The order applies to a broad swath of infrastructure, including gathering and transmission pipelines, compression, processing plants, underground storage, LNG liquefaction, storage and marine loading, export facilities and other critical distribution systems. Trump said those capabilities are industrial resources, materials or critical technology items “essential to the national defense.”
Trump also determined that, without presidential action, private industry could not reasonably be expected to provide that capacity quickly enough because of financing constraints, long-lead equipment and construction schedules, permitting delays and infrastructure bottlenecks. He authorized the Energy secretary to implement the determination, including through purchases, commitments and financial instruments, and waived statutory requirements under Section 303 of the Defense Production Act to expand that capability.
The memorandum arrives as Alaska lawmakers are devoting the final stretch of the legislative session to a closely watched proposal tied to the long-discussed Alaska LNG project. With lawmakers racing toward the May 20 end of session, they were spending weeks scrutinizing legislation that supporters, including Gov. Mike Dunleavy, say could help clear the way for the gas line.

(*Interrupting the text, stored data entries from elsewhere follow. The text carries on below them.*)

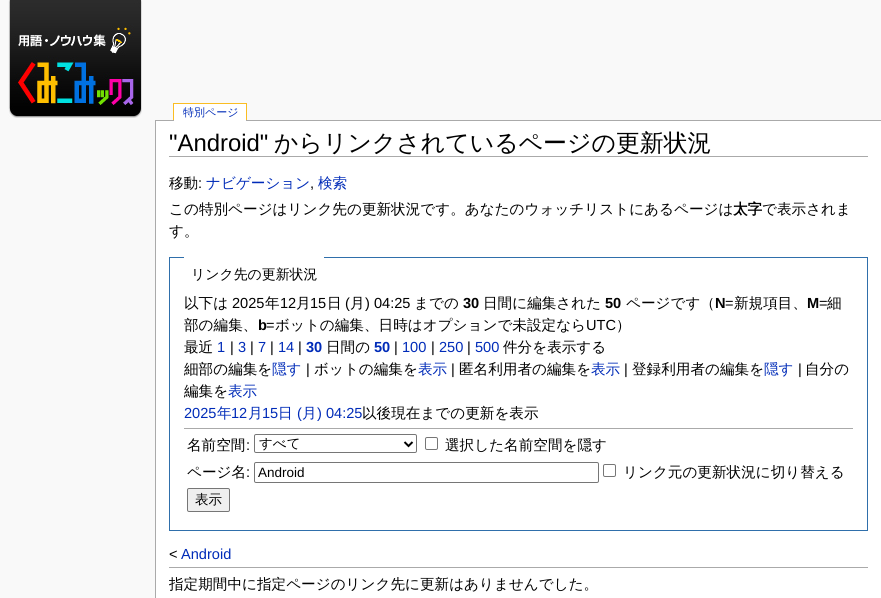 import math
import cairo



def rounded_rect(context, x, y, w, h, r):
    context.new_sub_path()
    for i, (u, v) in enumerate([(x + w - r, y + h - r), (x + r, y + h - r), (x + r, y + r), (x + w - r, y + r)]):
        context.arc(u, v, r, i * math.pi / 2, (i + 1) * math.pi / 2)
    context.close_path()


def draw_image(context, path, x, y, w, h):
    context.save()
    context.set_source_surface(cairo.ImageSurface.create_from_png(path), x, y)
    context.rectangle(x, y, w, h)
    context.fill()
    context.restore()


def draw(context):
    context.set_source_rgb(249 / 255, 249 / 255, 249 / 255)
    context.paint()
    draw_image(context, "images/1.png", 8, 0, 134, 118)
    context.set_source_rgb(1, 1, 1)
    context.rectangle(174, 104, 72, 2)
    context.fill()
    context.set_source_rgb(250 / 255, 189 / 255, 35 / 255)
    context.rectangle(173, 103, 74, 1)
    context.fill()
    context.rectangle(246, 103, 1, 17)
    context.fill()
    context.rectangle(173, 103, 1, 17)
    context.fill()
    context.set_source_rgb(170 / 255, 170 / 255, 170 / 255)
    context.rectangle(155, 120, 726, 1)
    context.fill()
    context.set_source_rgb(1, 1, 1)
    context.rectangle(174, 106, 72, 15)
    context.fill()
    context.rectangle(156, 121, 725, 477)
    context.fill()
    context.set_source_rgb(170 / 255, 170 / 255, 170 / 255)
    context.rectangle(155, 120, 1, 478)
    context.fill()
    context.rectangle(169, 156, 699, 1)
    context.fill()
    context.rectangle(169.5, 257.5, 698, 273)
    context.set_source_rgb(47 / 255, 111 / 255, 171 / 255)
    context.set_line_width(1)
    context.stroke()
    context.set_source_rgb(1, 1, 1)
    context.rectangle(184, 257, 140, 1)
    context.fill()
    context.set_source_rgb(170 / 255, 170 / 255, 170 / 255)
    context.rectangle(184, 428, 669, 1)
    context.fill()
    rounded_rect(context, 254.5, 434.5, 162, 18, 1.5)
    context.set_source_rgb(118 / 255, 118 / 255, 118 / 255)
    context.stroke()
    context.new_path()
    context.move_to(404.5, 442)
    context.line_to(408.5, 446)
    context.line_to(412.5, 442)
    context.set_source_rgb(0, 0, 0)
    context.set_line_width(2)
    context.stroke()
    rounded_rect(context, 425.5, 437.5, 12, 12, 1.5)
    context.set_source_rgb(118 / 255, 118 / 255, 118 / 255)
    context.set_line_width(1)
    context.stroke()
    rounded_rect(context, 254.5, 462.5, 344, 20, 1.5)
    context.stroke()
    rounded_rect(context, 603.5, 464.5, 12, 12, 1.5)
    context.stroke()
    context.set_source_rgb(239 / 255, 239 / 255, 239 / 255)
    rounded_rect(context, 187.5, 488.5, 42, 23, 1.5)
    context.fill_preserve()
    context.set_source_rgb(118 / 255, 118 / 255, 118 / 255)
    context.stroke()
    context.set_source_rgb(170 / 255, 170 / 255, 170 / 255)
    context.rectangle(169, 567, 699, 1)
    context.fill()
    context.select_font_face("WenQuanYi Zen Hei Medium")
    context.set_font_size(11)
    context.set_source_rgb(0, 43 / 255, 184 / 255)
    context.move_to(183, 116)
    context.show_text("特別ページ")
    context.select_font_face("Liberation Sans")
    context.set_font_size(23.9)
    context.set_source_rgb(0, 0, 0)
    context.move_to(169, 151)
    context.show_text("\"Android\"")
    context.select_font_face("WenQuanYi Zen Hei Medium")
    context.move_to(274, 151)
    context.show_text("からリンクされているページの更新状況")
    context.set_font_size(14.6)
    context.move_to(169, 188)
    context.show_text("移動")
    context.select_font_face("Liberation Sans")
    context.move_to(198, 188)
    context.show_text(":")
    context.select_font_face("WenQuanYi Zen Hei Medium")
    context.set_source_rgb(0, 43 / 255, 184 / 255)
    context.move_to(206, 188)
    context.show_text("ナビゲーション")
    context.select_font_face("Liberation Sans")
    context.set_source_rgb(0, 0, 0)
    context.move_to(310, 188)
    context.show_text(",")
    context.select_font_face("WenQuanYi Zen Hei Medium")
    context.set_source_rgb(0, 43 / 255, 184 / 255)
    context.move_to(318, 188)
    context.show_text("検索")
    context.set_source_rgb(0, 0, 0)
    context.move_to(169, 214)
    context.show_text("この特別ページはリンク先の更新状況です。あなたのウォッチリストにあるページは")
    context.select_font_face("WenQuanYi Zen Hei", cairo.FontSlant.NORMAL, cairo.FontWeight.BOLD)
    context.move_to(733, 214)
    context.show_text("太字")
    context.select_font_face("WenQuanYi Zen Hei Medium")
    context.move_to(762, 214)
    context.show_text("で表示されま")
    context.move_to(169, 236)
    context.show_text("す。")
    context.set_font_size(13.9)
    context.move_to(191, 279)
    context.show_text("リンク先の更新状況")
    context.set_font_size(14.6)
    context.move_to(184, 308)
    context.show_text("以下は")
    context.select_font_face("Liberation Sans")
    context.move_to(232, 308)
    context.show_text("2025")
    context.select_font_face("WenQuanYi Zen Hei Medium")
    context.move_to(265, 308)
    context.show_text("年")
    context.select_font_face("Liberation Sans")
    context.move_to(280, 308)
    context.show_text("12")
    context.select_font_face("WenQuanYi Zen Hei Medium")
    context.move_to(296, 308)
    context.show_text("月")
    context.select_font_face("Liberation Sans")
    context.move_to(310, 308)
    context.show_text("15")
    context.select_font_face("WenQuanYi Zen Hei Medium")
    context.move_to(327, 308)
    context.show_text("日")
    context.select_font_face("Liberation Sans")
    context.move_to(345, 308)
    context.show_text("(")
    context.select_font_face("WenQuanYi Zen Hei Medium")
    context.move_to(350, 308)
    context.show_text("月")
    context.select_font_face("Liberation Sans")
    context.move_to(365, 308)
    context.show_text(") 04:25")
    context.select_font_face("WenQuanYi Zen Hei Medium")
    context.move_to(414, 308)
    context.show_text("までの")
    context.select_font_face("Liberation Sans", cairo.FontSlant.NORMAL, cairo.FontWeight.BOLD)
    context.move_to(463, 308)
    context.show_text("30")
    context.select_font_face("WenQuanYi Zen Hei Medium")
    context.move_to(483, 308)
    context.show_text("日間に編集された")
    context.select_font_face("Liberation Sans", cairo.FontSlant.NORMAL, cairo.FontWeight.BOLD)
    context.move_to(605, 308)
    context.show_text("50")
    context.select_font_face("WenQuanYi Zen Hei Medium")
    context.move_to(626, 308)
    context.show_text("ページです（")
    context.select_font_face("Liberation Sans", cairo.FontSlant.NORMAL, cairo.FontWeight.BOLD)
    context.move_to(715, 308)
    context.show_text("N")
    context.select_font_face("Liberation Sans")
    context.move_to(725, 308)
    context.show_text("=")
    context.select_font_face("WenQuanYi Zen Hei Medium")
    context.move_to(734, 308)
    context.show_text("新規項目、")
    context.select_font_face("Liberation Sans", cairo.FontSlant.NORMAL, cairo.FontWeight.BOLD)
    context.move_to(807, 308)
    context.show_text("M")
    context.select_font_face("Liberation Sans")
    context.move_to(819, 308)
    context.show_text("=")
    context.select_font_face("WenQuanYi Zen Hei Medium")
    context.move_to(827, 308)
    context.show_text("細")
    context.move_to(184, 330)
    context.show_text("部の編集、")
    context.select_font_face("Liberation Sans", cairo.FontSlant.NORMAL, cairo.FontWeight.BOLD)
    context.move_to(258, 330)
    context.show_text("b")
    context.select_font_face("Liberation Sans")
    context.move_to(266, 330)
    context.show_text("=")
    context.select_font_face("WenQuanYi Zen Hei Medium")
    context.move_to(275, 330)
    context.show_text("ボットの編集、日時はオプションで未設定なら")
    context.select_font_face("Liberation Sans")
    context.move_to(586, 330)
    context.show_text("UTC")
    context.select_font_face("WenQuanYi Zen Hei Medium")
    context.move_to(616, 330)
    context.show_text("）")
    context.move_to(184, 352)
    context.show_text("最近")
    context.select_font_face("Liberation Sans")
    context.set_source_rgb(0, 43 / 255, 184 / 255)
    context.move_to(217, 352)
    context.show_text("1")
    context.set_source_rgb(0, 0, 0)
    context.move_to(230, 352)
    context.show_text("|")
    context.set_source_rgb(0, 43 / 255, 184 / 255)
    context.move_to(238, 352)
    context.show_text("3")
    context.set_source_rgb(0, 0, 0)
    context.move_to(250, 352)
    context.show_text("|")
    context.set_source_rgb(0, 43 / 255, 184 / 255)
    context.move_to(258, 352)
    context.show_text("7")
    context.set_source_rgb(0, 0, 0)
    context.move_to(270, 352)
    context.show_text("|")
    context.set_source_rgb(0, 43 / 255, 184 / 255)
    context.move_to(278, 352)
    context.show_text("14")
    context.set_source_rgb(0, 0, 0)
    context.move_to(298, 352)
    context.show_text("|")
    context.select_font_face("Liberation Sans", cairo.FontSlant.NORMAL, cairo.FontWeight.BOLD)
    context.set_source_rgb(0, 43 / 255, 184 / 255)
    context.move_to(306, 352)
    context.show_text("30")
    context.select_font_face("WenQuanYi Zen Hei Medium")
    context.set_source_rgb(0, 0, 0)
    context.move_to(326, 352)
    context.show_text("日間の")
    context.select_font_face("Liberation Sans", cairo.FontSlant.NORMAL, cairo.FontWeight.BOLD)
    context.set_source_rgb(0, 43 / 255, 184 / 255)
    context.move_to(374, 352)
    context.show_text("50")
    context.select_font_face("Liberation Sans")
    context.set_source_rgb(0, 0, 0)
    context.move_to(394, 352)
    context.show_text("|")
    context.set_source_rgb(0, 43 / 255, 184 / 255)
    context.move_to(402, 352)
    context.show_text("100")
    context.set_source_rgb(0, 0, 0)
    context.move_to(431, 352)
    context.show_text("|")
    context.set_source_rgb(0, 43 / 255, 184 / 255)
    context.move_to(439, 352)
    context.show_text("250")
    context.set_source_rgb(0, 0, 0)
    context.move_to(467, 352)
    context.show_text("|")
    context.set_source_rgb(0, 43 / 255, 184 / 255)
    context.move_to(475, 352)
    context.show_text("500")
    context.select_font_face("WenQuanYi Zen Hei Medium")
    context.set_source_rgb(0, 0, 0)
    context.move_to(503, 352)
    context.show_text("件分を表示する")
    context.move_to(184, 374)
    context.show_text("細部の編集を")
    context.set_source_rgb(0, 43 / 255, 184 / 255)
    context.move_to(272, 374)
    context.show_text("隠す")
    context.select_font_face("Liberation Sans")
    context.set_source_rgb(0, 0, 0)
    context.move_to(306, 374)
    context.show_text("|")
    context.select_font_face("WenQuanYi Zen Hei Medium")
    context.move_to(314, 374)
    context.show_text("ボットの編集を")
    context.set_source_rgb(0, 43 / 255, 184 / 255)
    context.move_to(418, 374)
    context.show_text("表示")
    context.select_font_face("Liberation Sans")
    context.set_source_rgb(0, 0, 0)
    context.move_to(451, 374)
    context.show_text("|")
    context.select_font_face("WenQuanYi Zen Hei Medium")
    context.move_to(459, 374)
    context.show_text("匿名利用者の編集を")
    context.set_source_rgb(0, 43 / 255, 184 / 255)
    context.move_to(591, 374)
    context.show_text("表示")
    context.select_font_face("Liberation Sans")
    context.set_source_rgb(0, 0, 0)
    context.move_to(624, 374)
    context.show_text("|")
    context.select_font_face("WenQuanYi Zen Hei Medium")
    context.move_to(632, 374)
    context.show_text("登録利用者の編集を")
    context.set_source_rgb(0, 43 / 255, 184 / 255)
    context.move_to(764, 374)
    context.show_text("隠す")
    context.select_font_face("Liberation Sans")
    context.set_source_rgb(0, 0, 0)
    context.move_to(798, 374)
    context.show_text("|")
    context.select_font_face("WenQuanYi Zen Hei Medium")
    context.move_to(805, 374)
    context.show_text("自分の")
    context.move_to(184, 396)
    context.show_text("編集を")
    context.set_source_rgb(0, 43 / 255, 184 / 255)
    context.move_to(228, 396)
    context.show_text("表示")
    context.select_font_face("Liberation Sans")
    context.move_to(184, 418)
    context.show_text("2025")
    context.select_font_face("WenQuanYi Zen Hei Medium")
    context.move_to(217, 418)
    context.show_text("年")
    context.select_font_face("Liberation Sans")
    context.move_to(231, 418)
    context.show_text("12")
    context.select_font_face("WenQuanYi Zen Hei Medium")
    context.move_to(248, 418)
    context.show_text("月")
    context.select_font_face("Liberation Sans")
    context.move_to(262, 418)
    context.show_text("15")
    context.select_font_face("WenQuanYi Zen Hei Medium")
    context.move_to(278, 418)
    context.show_text("日")
    context.select_font_face("Liberation Sans")
    context.move_to(297, 418)
    context.show_text("(")
    context.select_font_face("WenQuanYi Zen Hei Medium")
    context.move_to(302, 418)
    context.show_text("月")
    context.select_font_face("Liberation Sans")
    context.move_to(317, 418)
    context.show_text(") 04:25")
    context.select_font_face("WenQuanYi Zen Hei Medium")
    context.set_source_rgb(0, 0, 0)
    context.move_to(362, 418)
    context.show_text("以後現在までの更新を表示")
    context.move_to(187, 450)
    context.show_text("名前空間")
    context.select_font_face("Liberation Sans")
    context.move_to(246, 450)
    context.show_text(":")
    context.select_font_face("WenQuanYi Zen Hei Medium")
    context.set_font_size(13.5)
    context.move_to(259, 448)
    context.show_text("すべて")
    context.set_font_size(14.6)
    context.move_to(445, 450)
    context.show_text("選択した名前空間を隠す")
    context.move_to(187, 477)
    context.show_text("ページ名")
    context.select_font_face("Liberation Sans")
    context.move_to(246, 477)
    context.show_text(":")
    context.set_font_size(13.5)
    context.move_to(258, 477)
    context.show_text("Android")
    context.select_font_face("WenQuanYi Zen Hei Medium")
    context.set_font_size(14.6)
    context.move_to(623, 477)
    context.show_text("リンク元の更新状況に切り替える")
    context.set_font_size(13.5)
    context.move_to(195, 504)
    context.show_text("表示")
    context.select_font_face("Liberation Sans")
    context.set_font_size(14.6)
    context.move_to(169, 559)
    context.show_text("<")
    context.set_source_rgb(0, 43 / 255, 184 / 255)
    context.move_to(181, 559)
    context.show_text("Android")
    context.select_font_face("WenQuanYi Zen Hei Medium")
    context.set_source_rgb(0, 0, 0)
    context.move_to(169, 589)
    context.show_text("指定期間中に指定ページのリンク先に更新はありませんでした。")


surface = cairo.ImageSurface(cairo.Format.RGB24, 881, 598)
context = cairo.Context(surface)
options = cairo.FontOptions()
options.set_hint_metrics(cairo.HintMetrics.OFF)
options.set_hint_style(cairo.HintStyle.NONE)
context.set_font_options(options)
context.set_miter_limit(4)
draw(context)
surface.write_to_png("out.png")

According to that report, the bills — HB 381 and SB 280 — would exempt the proposed gas line from property taxes for up to 10 years or until it produces 1 billion cubic feet of natural gas a day. The legislation would later replace certain state and local taxes on the line with an alternative volumetric tax that begins at 6 cents and increases 1% annually.
The Department of Revenue projected the state would receive $8.4 billion in taxes from the pipeline by 2042 under current law, compared with $829 million under the governor’s proposal. Local governments, the report said, would receive about $5.7 billion under current law, versus $728 million under the bill.
The same report said Glenfarne, which owns 75% of the project, backs the governor’s bill and argues property taxes would slow momentum to build the line. But the company has repeatedly declined lawmakers’ requests to publicly share detailed financial data, citing confidentiality concerns, according to the report.
A final investment decision on the project has not yet been reached, despite what lawmakers described as a series of missed self-imposed deadlines.